==== Supplied entries ====

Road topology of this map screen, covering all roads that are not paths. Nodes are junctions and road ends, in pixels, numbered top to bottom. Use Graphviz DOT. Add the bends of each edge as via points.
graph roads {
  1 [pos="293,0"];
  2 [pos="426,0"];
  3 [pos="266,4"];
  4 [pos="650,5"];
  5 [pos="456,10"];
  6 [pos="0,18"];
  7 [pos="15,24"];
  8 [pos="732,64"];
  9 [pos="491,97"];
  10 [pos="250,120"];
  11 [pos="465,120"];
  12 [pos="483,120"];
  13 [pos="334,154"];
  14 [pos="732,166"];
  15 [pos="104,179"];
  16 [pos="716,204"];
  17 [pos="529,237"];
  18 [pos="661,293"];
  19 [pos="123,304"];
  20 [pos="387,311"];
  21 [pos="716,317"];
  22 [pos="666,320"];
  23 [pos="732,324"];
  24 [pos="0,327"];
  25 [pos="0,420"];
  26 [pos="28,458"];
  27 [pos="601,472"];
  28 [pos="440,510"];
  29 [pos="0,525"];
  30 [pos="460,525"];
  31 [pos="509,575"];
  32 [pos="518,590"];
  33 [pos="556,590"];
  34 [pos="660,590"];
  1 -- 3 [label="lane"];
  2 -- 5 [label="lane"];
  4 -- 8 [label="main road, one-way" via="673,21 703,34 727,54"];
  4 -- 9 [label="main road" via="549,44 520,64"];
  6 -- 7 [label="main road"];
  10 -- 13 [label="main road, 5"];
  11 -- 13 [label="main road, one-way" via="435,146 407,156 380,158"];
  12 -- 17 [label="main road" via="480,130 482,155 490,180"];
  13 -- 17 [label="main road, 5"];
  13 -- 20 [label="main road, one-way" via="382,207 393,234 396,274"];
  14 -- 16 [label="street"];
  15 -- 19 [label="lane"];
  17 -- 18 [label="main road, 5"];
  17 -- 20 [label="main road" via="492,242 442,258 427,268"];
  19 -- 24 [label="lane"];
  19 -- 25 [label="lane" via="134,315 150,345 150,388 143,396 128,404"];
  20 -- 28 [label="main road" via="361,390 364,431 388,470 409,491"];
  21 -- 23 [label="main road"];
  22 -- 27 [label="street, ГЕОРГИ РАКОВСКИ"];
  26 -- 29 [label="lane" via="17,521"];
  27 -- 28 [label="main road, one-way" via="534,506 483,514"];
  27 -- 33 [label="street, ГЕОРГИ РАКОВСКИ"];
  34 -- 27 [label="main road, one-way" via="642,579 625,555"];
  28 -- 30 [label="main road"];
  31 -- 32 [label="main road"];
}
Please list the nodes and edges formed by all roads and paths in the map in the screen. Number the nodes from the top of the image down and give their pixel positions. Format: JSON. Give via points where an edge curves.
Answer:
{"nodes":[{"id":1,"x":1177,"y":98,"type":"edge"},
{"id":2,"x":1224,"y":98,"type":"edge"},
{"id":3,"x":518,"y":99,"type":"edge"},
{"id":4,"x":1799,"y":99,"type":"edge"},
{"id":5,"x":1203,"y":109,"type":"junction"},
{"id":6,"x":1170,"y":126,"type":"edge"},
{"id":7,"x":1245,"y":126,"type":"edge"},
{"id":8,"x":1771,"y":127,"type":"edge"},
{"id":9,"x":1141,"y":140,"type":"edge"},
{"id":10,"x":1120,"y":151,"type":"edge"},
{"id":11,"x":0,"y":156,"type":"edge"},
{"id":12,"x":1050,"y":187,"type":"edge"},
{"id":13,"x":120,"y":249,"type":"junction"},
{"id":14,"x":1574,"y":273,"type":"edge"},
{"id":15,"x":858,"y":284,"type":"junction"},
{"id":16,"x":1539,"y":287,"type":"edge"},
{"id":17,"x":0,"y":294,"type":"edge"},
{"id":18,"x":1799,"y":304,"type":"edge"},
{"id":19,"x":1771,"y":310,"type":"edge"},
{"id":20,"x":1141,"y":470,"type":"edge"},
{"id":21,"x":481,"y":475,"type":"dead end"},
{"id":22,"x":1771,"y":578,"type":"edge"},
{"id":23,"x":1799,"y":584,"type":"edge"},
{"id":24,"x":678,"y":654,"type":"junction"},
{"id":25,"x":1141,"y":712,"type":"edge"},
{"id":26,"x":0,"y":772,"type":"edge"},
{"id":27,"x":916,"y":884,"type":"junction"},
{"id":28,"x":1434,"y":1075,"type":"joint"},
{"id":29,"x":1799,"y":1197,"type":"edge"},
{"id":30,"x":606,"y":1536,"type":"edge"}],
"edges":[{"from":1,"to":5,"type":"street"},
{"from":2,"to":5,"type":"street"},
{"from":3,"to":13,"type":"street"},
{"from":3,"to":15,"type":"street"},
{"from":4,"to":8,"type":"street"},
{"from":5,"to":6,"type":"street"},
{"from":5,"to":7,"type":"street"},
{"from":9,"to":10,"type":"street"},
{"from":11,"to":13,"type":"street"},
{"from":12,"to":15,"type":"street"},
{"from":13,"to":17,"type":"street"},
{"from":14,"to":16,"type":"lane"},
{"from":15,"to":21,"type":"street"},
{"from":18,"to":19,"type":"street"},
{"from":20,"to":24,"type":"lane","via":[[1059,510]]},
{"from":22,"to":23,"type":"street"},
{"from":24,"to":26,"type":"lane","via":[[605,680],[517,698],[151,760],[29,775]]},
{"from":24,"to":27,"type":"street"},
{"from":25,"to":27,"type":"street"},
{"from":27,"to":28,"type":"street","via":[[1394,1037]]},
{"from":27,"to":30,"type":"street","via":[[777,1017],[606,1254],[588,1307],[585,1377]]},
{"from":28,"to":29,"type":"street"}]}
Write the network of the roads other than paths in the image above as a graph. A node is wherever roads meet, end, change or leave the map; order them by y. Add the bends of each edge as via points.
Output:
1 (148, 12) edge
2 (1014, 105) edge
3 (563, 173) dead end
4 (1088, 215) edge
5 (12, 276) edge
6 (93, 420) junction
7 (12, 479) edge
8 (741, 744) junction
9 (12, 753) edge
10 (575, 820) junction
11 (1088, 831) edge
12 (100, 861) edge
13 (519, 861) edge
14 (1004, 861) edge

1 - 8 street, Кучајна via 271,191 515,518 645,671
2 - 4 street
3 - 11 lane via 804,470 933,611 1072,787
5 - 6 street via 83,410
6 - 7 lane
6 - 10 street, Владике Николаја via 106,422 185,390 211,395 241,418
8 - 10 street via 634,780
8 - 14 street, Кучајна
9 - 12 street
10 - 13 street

====

= Task requirements =
Please show the lines in the entries above that hold the string "edges".

= Expected answer =
Please list the nodes and edges formed by all roads and paths in the map in the screen. Number the nodes from the top of the image down and give their pixel positions. Format: JSON. Give via points where an edge curves.
"edges":[{"from":1,"to":5,"type":"street"},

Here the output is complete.